**Task item:**
Each line in the records below that has the word "Format" should be copied.

**Stored data:**
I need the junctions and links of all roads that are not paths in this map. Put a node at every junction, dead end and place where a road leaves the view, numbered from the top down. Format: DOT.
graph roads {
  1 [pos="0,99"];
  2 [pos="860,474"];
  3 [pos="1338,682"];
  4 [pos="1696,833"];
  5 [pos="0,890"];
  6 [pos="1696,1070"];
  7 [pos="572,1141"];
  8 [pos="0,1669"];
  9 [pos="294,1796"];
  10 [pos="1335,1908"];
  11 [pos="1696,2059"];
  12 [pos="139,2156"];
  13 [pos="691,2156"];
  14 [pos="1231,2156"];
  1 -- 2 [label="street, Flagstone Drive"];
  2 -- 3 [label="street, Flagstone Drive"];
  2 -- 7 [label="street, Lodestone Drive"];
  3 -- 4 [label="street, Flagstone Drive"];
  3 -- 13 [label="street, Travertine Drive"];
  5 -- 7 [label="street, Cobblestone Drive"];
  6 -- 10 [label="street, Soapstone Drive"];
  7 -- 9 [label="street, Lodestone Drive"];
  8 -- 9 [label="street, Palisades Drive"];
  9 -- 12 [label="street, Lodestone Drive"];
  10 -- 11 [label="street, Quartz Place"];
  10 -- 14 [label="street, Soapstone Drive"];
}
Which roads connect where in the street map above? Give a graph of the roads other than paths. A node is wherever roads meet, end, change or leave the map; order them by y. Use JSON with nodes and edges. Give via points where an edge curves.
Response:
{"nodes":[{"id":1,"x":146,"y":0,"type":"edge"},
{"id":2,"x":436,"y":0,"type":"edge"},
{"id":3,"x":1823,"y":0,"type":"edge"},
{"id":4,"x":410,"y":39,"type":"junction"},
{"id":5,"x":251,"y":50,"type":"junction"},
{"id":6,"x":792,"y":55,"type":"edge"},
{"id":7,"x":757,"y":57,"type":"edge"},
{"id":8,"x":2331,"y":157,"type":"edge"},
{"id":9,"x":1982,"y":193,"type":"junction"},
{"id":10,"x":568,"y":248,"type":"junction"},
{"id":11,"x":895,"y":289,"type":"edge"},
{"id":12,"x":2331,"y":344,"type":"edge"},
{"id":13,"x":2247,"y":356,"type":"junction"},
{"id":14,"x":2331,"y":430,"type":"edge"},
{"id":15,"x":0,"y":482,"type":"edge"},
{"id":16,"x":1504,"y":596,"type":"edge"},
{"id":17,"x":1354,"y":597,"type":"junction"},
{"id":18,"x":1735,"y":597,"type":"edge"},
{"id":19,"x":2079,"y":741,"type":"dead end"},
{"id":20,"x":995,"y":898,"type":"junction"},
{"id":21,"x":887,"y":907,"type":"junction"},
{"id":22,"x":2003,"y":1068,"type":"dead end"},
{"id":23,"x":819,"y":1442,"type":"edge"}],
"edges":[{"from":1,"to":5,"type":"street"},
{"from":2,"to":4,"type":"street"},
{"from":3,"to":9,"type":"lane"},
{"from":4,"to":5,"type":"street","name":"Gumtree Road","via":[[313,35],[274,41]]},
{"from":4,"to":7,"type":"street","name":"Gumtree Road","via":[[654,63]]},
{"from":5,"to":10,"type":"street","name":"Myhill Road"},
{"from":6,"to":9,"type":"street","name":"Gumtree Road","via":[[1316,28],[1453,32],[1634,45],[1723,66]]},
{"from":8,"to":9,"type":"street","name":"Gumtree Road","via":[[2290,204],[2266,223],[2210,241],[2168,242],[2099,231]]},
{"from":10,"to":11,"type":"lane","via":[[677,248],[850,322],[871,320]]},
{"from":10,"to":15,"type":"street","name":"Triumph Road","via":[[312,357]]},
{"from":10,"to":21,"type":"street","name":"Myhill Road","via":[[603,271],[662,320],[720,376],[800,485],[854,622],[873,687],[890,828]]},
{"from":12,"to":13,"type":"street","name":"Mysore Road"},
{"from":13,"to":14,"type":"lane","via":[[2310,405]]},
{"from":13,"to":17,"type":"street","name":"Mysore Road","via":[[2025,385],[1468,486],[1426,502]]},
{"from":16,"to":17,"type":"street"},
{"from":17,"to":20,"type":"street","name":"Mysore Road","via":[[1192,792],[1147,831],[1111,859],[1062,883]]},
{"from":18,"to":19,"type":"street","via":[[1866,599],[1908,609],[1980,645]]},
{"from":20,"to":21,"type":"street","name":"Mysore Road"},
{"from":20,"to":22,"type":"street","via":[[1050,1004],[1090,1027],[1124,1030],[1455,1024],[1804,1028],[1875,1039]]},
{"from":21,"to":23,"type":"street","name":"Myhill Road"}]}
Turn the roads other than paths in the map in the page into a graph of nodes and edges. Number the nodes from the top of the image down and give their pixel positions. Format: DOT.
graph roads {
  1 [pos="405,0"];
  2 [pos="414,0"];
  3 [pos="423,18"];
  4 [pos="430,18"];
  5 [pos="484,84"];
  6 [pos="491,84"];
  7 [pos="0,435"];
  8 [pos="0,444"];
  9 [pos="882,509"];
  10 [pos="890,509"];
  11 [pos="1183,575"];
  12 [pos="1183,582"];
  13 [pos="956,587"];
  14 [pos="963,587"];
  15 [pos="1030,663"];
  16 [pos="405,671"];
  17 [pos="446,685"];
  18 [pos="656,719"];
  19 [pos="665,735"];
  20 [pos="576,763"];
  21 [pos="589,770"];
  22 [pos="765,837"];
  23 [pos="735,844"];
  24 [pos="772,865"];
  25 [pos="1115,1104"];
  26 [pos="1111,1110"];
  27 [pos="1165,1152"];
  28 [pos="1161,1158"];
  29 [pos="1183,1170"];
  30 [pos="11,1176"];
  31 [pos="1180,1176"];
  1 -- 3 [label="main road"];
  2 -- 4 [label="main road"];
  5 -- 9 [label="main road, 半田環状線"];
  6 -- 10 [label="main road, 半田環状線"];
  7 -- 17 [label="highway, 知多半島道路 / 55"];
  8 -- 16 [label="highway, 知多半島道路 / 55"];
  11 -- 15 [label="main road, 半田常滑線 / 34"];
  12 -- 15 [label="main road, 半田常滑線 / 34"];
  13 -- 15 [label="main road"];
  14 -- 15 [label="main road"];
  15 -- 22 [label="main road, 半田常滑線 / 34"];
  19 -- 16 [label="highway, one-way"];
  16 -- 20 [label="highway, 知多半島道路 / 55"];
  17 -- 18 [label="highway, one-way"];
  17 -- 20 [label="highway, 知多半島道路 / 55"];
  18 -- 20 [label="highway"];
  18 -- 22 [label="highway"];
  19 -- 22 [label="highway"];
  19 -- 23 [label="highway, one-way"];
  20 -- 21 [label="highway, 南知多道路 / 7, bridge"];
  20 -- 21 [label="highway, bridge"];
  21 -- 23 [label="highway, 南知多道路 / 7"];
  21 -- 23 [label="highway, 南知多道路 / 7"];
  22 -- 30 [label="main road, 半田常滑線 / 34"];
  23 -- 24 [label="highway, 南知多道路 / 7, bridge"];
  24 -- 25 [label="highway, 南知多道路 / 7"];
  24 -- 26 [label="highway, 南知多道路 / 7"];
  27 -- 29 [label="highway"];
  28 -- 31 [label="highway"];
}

**Exercise answer:**
I need the junctions and links of all roads that are not paths in this map. Put a node at every junction, dead end and place where a road leaves the view, numbered from the top down. Format: DOT.
Turn the roads other than paths in the map in the page into a graph of nodes and edges. Number the nodes from the top of the image down and give their pixel positions. Format: DOT.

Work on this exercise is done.